Sequence to Sequence

Language Modeling

Language model is a particular model calculating the probability of a sequence $$ \begin{aligned} P(W) &= P(W_1 W_2 \dots W_n) \\ &= P\left(W_{1}\right) P\left(W_{2} \mid W_{1}\right) P\left(W_{3} \mid W_{1} W_{2}\right) \ldots P\left(W_{n} \mid W_{1 \ldots n-1}\right) \end{aligned} $$ 截屏2020-08-22 10.19.22

  • Softmax layer

    • After linear mapping the hidden layer $H$, a “score” vector $O = [O_1, O_2, \dots, O_{n-1}, O_n]$ is obtained

    • The softmax function normalizes $O$ to get probabilities $$ P_{i}=\frac{\exp \left(O_{i}\right)}{\sum_{j} \exp \left(O_{j}\right)} $$

  • Cross-Entropy Loss

    • Use one-hot-vector $Y = [0,0,0,0,0,\dots,1,0,0]$ as the label to train the model

    • Cross-entropy loss: difference between predicted probability and label $$ L_{CE} = \sum_i Y_i \log(P_i) $$

    • When 𝑌 is an one-hot vector: $$ L_{C E}=-\log P_{j}(\text{the index of the correct word}) $$


Force the model to “fit” known text sequences (teacher forcing / memorization)
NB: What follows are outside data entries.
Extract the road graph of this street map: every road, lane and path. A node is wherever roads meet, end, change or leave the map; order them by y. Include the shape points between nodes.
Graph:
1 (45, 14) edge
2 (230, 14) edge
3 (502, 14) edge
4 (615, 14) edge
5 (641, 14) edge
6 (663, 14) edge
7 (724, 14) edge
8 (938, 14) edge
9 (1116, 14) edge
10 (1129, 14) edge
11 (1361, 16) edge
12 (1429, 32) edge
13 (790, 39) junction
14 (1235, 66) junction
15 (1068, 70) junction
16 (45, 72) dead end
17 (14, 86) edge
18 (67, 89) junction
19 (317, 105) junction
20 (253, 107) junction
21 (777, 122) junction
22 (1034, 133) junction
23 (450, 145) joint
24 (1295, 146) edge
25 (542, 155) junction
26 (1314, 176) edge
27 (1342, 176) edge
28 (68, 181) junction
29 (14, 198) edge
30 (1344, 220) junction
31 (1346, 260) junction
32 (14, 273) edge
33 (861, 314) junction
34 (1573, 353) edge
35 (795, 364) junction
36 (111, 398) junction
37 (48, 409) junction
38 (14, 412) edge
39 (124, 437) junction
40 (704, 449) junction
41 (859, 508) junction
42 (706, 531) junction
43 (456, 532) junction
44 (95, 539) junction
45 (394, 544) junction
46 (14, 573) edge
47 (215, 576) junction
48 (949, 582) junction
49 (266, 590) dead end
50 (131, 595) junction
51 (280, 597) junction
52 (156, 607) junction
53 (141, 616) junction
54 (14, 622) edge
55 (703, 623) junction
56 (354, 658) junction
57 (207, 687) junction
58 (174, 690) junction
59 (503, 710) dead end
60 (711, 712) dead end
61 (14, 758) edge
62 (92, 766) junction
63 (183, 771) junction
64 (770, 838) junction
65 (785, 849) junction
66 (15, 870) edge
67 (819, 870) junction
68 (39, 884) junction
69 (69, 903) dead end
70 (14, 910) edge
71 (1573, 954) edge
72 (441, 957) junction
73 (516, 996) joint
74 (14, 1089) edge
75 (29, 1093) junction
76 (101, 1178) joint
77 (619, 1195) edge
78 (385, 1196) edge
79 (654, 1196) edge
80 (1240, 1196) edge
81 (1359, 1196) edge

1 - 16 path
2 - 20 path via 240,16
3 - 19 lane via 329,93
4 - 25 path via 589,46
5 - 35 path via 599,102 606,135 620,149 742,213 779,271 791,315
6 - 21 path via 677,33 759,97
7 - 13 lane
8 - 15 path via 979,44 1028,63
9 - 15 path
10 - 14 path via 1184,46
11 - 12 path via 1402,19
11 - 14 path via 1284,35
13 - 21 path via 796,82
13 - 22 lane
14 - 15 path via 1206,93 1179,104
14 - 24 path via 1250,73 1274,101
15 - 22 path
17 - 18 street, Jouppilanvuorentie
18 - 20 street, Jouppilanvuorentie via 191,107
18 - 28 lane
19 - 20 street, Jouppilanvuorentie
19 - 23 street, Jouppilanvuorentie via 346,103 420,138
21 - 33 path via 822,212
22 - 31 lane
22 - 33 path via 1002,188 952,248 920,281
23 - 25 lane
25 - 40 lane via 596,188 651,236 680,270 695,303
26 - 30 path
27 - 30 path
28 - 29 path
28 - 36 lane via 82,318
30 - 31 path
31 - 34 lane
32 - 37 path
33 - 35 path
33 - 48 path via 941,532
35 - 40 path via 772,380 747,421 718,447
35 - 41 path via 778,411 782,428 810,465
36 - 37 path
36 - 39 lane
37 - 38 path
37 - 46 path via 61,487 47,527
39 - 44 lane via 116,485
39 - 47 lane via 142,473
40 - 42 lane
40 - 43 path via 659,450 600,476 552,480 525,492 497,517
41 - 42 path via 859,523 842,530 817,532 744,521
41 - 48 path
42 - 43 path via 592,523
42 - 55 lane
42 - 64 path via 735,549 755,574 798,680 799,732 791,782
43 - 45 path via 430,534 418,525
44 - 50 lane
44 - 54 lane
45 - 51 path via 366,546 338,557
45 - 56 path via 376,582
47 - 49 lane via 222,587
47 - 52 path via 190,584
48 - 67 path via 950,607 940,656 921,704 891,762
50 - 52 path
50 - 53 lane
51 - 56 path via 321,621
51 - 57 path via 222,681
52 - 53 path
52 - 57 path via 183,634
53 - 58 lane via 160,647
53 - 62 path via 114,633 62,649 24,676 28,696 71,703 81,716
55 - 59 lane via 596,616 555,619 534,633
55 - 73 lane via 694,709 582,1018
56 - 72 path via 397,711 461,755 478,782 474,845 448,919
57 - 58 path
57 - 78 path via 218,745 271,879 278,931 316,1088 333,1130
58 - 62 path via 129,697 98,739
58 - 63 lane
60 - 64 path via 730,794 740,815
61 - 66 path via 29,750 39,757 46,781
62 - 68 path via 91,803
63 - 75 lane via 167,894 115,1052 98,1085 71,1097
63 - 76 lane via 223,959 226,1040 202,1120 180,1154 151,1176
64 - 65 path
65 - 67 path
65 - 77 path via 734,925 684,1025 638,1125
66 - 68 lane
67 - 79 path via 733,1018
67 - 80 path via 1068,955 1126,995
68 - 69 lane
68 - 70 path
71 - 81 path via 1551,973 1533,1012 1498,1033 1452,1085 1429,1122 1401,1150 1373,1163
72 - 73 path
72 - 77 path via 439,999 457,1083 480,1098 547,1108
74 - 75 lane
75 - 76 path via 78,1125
  • $W=w_{1} w_{2} w_{3} \dots w_{n-2} w_{n-1} w_{N}$
  • Input: $w_{1} w_{2} w_{3} \dots w_{n-2} w_{n-1}$
  • Output: $w_{2} w_{3} \dots w_{n-2} w_{n-1} w_{N}$

In generation: this model uses its own output at time step $t-1$ as input for time step $t$ (Auto regressive, or sampling mode)

RNN Language Modeling

截屏2020-08-22 10.37.53

Basic step-wise operation

截屏2020-08-22 11.29.51
  • Input: $x_t = [0, 0, 0, 1, \dots ]$

  • Label: $y_t = [0, 0, 1, 0, \dots]$

  • Input to word embeddings: $$ e_t = x_t \cdot W_{emb}^T $$

  • Hidden layer: $$ h_t = \operatorname{LSTM}(x_t, (t_{t-1}, c_{t-1})) $$

  • Output: $$ o_t = h_t \cdot W_{out}^T $$

  • Softmax: $$ p_t = \operatorname{softmax}(o_t) $$

  • Loss: Cross Entropy $$ L_t = \sum_i y_{t_{i}} \log p(y_{t_{i}}) $$ ($y_{t_{i}}$: the $i$-th element of $y_t$)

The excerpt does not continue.